This is an automated email from the ASF dual-hosted git repository.
mboehm7 pushed a commit to branch master
in repository https://gitbox.apache.org/repos/asf/systemds.git
The following commit(s) were added to refs/heads/master by this push:
new b6c076d [SYSTEMDS-3147,3160,3161] Fix binary write block-size handling
b6c076d is described below
commit b6c076db6a812ce16f323fda4f0847660910c43f
Author: Matthias Boehm <[email protected]>
AuthorDate: Tue Oct 12 23:12:32 2021 +0200
[SYSTEMDS-3147,3160,3161] Fix binary write block-size handling
This patch fixes long standing issues with writing binary matrices in
non-default block sizes for special cases such as forced singlenode
execution (no reblocks), and direct writes of persistent reads.
For example, reading the amazon books reviews dataset in binary format
(blocksize 16K) and directly writing into sparse text in singlenode
execution, took the 16K input object (never read), set the blocksize to
-1 (for text), and the binary read (triggered on the persistent write)
used a default block size of 1K (for robustness) and thus misplaced
values or ran index out of bounds.
Instead of modifying the metadata in-place before the write, or creating
a shallow copy like in-memory reblock would do, we now properly manage
this meta data during the write process itself and leave the input meta
data untouched. In contrast to the in-memory reblock, this approach
avoids unnecessary evictions of large input matrices.
---
.../runtime/controlprogram/caching/CacheableData.java | 15 +++++++--------
.../runtime/controlprogram/caching/MatrixObject.java | 5 +++--
.../runtime/instructions/cp/VariableCPInstruction.java | 12 +++++-------
.../org/apache/sysds/runtime/io/FileFormatProperties.java | 13 +++++++++++++
.../sysds/runtime/io/FileFormatPropertiesLIBSVM.java | 3 ++-
5 files changed, 30 insertions(+), 18 deletions(-)
diff --git
a/src/main/java/org/apache/sysds/runtime/controlprogram/caching/CacheableData.java
b/src/main/java/org/apache/sysds/runtime/controlprogram/caching/CacheableData.java
index e44d061..773c92c 100644
---
a/src/main/java/org/apache/sysds/runtime/controlprogram/caching/CacheableData.java
+++
b/src/main/java/org/apache/sysds/runtime/controlprogram/caching/CacheableData.java
@@ -799,10 +799,6 @@ public abstract class CacheableData<T extends CacheBlock>
extends Data
exportData(fName, outputFormat, -1, formatProperties);
}
- public synchronized void exportData (String fName, String outputFormat,
int replication, FileFormatProperties formatProperties) {
- exportData(fName, outputFormat, replication, formatProperties,
null);
- }
-
/**
* Synchronized because there might be parallel threads (parfor local)
that
* access the same object (in case it was created before the loop).
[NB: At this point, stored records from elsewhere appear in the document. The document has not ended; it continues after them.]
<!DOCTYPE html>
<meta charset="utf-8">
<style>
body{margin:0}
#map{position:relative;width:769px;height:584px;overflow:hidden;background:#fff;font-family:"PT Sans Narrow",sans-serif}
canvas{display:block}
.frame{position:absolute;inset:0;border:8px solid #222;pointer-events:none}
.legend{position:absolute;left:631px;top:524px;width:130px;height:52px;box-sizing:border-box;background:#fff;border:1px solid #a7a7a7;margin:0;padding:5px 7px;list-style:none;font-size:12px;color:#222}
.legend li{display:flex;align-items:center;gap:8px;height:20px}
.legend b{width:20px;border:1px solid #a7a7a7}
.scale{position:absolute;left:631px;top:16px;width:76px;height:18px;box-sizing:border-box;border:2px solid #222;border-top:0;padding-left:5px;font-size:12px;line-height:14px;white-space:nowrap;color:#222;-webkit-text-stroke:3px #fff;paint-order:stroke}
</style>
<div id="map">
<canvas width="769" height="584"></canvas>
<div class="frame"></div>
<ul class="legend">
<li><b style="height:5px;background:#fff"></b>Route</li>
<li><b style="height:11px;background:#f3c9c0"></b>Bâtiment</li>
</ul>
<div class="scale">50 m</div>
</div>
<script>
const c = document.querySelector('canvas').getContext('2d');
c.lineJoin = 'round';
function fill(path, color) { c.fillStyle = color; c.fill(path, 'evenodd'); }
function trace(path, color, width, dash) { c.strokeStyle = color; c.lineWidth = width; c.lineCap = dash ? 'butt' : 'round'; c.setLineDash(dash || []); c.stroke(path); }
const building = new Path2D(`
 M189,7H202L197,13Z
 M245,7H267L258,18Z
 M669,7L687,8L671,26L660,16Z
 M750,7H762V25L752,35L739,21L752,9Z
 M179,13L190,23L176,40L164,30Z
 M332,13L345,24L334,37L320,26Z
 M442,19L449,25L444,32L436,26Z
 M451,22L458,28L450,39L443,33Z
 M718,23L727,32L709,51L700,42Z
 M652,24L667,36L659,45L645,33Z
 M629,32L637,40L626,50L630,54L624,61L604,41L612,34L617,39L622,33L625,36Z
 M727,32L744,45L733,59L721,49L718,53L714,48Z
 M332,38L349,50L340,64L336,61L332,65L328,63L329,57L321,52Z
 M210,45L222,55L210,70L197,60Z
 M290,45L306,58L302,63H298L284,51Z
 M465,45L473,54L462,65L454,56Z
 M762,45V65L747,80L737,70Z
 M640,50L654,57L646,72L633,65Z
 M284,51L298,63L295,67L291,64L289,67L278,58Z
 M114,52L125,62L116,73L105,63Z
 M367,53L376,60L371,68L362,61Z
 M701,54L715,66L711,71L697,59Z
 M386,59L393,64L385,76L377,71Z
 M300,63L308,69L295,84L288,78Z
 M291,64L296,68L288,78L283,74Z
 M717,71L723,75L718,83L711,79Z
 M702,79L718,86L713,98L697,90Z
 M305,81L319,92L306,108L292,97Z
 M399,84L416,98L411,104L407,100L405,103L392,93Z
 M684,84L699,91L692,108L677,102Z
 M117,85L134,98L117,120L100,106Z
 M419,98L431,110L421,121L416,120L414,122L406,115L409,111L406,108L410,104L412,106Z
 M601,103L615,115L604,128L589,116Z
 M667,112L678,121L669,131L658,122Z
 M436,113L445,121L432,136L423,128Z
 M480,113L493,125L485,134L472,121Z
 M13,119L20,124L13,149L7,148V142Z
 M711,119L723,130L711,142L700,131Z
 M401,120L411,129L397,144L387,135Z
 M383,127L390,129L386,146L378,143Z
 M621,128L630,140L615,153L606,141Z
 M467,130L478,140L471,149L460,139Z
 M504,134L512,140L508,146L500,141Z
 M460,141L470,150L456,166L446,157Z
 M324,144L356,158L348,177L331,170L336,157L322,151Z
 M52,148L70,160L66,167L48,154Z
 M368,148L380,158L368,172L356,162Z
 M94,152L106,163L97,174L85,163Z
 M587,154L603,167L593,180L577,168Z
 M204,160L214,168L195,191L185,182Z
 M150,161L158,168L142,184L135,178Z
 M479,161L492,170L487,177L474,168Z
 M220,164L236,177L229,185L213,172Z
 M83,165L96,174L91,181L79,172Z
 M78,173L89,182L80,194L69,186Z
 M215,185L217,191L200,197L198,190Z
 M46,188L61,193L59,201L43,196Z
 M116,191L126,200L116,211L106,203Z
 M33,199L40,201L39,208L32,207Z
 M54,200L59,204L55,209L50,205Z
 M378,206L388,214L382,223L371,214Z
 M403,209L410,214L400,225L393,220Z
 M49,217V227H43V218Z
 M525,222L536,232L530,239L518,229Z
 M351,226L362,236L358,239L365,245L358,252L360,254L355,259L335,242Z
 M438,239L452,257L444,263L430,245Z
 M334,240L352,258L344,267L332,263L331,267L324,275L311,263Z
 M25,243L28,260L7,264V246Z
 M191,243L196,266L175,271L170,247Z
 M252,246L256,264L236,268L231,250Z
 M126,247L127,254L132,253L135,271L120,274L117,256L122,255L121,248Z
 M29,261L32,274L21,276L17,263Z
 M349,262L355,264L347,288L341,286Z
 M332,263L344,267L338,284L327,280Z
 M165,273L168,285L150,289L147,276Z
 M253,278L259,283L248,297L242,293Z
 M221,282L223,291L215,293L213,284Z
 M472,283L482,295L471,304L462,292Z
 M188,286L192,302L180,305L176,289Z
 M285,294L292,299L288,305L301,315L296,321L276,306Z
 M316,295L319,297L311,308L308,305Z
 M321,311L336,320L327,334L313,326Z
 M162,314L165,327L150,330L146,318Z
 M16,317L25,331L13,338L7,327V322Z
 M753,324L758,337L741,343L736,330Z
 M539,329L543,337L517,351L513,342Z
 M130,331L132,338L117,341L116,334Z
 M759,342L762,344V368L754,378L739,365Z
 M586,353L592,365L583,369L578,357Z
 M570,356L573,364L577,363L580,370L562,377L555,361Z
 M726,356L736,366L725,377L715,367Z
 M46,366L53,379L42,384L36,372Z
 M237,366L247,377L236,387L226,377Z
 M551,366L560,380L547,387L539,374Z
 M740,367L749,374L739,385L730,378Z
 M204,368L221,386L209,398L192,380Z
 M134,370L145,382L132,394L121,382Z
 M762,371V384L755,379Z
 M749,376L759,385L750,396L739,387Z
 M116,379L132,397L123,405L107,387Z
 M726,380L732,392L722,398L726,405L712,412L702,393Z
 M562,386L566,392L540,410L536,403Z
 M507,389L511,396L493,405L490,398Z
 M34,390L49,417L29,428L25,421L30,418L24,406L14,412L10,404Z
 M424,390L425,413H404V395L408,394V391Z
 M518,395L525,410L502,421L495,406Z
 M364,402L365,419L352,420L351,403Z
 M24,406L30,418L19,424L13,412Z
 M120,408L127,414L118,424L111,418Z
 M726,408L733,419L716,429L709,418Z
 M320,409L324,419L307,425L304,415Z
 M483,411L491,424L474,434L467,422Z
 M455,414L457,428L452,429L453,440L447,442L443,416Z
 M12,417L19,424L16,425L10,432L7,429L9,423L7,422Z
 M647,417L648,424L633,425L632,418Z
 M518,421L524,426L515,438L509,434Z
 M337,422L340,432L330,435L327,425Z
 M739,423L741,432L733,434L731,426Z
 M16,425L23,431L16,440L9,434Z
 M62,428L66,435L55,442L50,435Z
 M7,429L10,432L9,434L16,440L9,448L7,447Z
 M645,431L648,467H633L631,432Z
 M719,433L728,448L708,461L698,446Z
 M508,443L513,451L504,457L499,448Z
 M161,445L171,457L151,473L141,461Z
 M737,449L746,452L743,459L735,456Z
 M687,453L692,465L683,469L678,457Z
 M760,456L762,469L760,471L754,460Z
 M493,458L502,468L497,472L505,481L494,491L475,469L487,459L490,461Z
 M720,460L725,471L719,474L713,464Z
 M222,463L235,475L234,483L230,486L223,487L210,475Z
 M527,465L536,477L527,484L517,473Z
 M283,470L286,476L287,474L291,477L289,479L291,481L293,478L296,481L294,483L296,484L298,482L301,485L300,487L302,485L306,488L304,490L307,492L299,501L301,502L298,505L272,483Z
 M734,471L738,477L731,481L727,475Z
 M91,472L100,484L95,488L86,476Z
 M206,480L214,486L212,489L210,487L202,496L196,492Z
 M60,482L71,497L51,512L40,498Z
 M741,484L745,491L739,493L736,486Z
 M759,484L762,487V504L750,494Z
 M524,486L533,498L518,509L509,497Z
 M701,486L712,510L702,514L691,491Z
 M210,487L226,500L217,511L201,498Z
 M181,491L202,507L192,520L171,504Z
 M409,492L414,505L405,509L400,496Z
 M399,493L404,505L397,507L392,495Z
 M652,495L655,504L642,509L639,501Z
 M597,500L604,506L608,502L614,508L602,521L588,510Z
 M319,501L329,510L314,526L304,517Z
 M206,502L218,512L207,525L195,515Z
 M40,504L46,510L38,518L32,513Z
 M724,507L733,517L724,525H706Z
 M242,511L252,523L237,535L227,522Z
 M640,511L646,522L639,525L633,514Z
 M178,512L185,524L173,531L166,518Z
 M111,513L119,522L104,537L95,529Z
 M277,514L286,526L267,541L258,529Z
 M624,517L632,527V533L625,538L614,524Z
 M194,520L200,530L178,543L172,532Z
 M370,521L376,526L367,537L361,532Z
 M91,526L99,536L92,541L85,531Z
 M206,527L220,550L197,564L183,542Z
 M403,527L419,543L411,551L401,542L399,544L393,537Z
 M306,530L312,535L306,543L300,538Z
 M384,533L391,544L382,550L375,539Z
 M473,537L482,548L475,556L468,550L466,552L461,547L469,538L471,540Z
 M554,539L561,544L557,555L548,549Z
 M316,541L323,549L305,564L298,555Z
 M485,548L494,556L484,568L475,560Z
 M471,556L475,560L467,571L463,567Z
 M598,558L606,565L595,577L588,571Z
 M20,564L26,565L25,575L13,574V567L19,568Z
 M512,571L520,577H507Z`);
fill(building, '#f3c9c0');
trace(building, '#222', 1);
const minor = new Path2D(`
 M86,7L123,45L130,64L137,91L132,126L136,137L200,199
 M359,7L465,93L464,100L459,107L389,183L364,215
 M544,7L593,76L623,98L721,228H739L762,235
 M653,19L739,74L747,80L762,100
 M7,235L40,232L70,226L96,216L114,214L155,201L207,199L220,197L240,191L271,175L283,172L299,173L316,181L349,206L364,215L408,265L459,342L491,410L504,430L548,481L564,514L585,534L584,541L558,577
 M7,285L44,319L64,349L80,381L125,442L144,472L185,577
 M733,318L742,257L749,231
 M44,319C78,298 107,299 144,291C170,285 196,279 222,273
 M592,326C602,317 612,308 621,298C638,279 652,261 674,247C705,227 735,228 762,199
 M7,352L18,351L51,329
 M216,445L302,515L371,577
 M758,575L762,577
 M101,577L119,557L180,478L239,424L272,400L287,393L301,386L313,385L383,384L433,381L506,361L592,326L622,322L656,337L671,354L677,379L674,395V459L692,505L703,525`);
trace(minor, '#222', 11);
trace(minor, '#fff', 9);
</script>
@@ -818,9 +814,8 @@ public abstract class CacheableData<T extends CacheBlock>
extends Data
* @param outputFormat format
* @param replication ?
* @param formatProperties file format properties
- * @param opcode instruction opcode if available
*/
- public synchronized void exportData (String fName, String outputFormat,
int replication, FileFormatProperties formatProperties, String opcode) {
+ public synchronized void exportData (String fName, String outputFormat,
int replication, FileFormatProperties formatProperties) {
if( LOG.isTraceEnabled() )
LOG.trace("Export data "+hashCode()+" "+fName);
long t0 = DMLScript.STATISTICS ? System.nanoTime() : 0;
@@ -850,11 +845,13 @@ public abstract class CacheableData<T extends CacheBlock>
extends Data
setHDFSFileExists(true);
//check for common file scheme (otherwise no copy/rename)
+ int blen = (formatProperties == null) ?
+ ConfigurationManager.getBlocksize() :
formatProperties.getBlocksize();
boolean eqScheme = IOUtilFunctions.isSameFileScheme(
new Path(_hdfsFileName), new Path(fName));
boolean eqFormat = isEqualOutputFormat(outputFormat);
- boolean eqBlksize = (outputFormat == null ||
outputFormat.equals("binary"))
- && ConfigurationManager.getBlocksize() !=
getBlocksize();
+ boolean eqBlksize = (getBlocksize() != blen)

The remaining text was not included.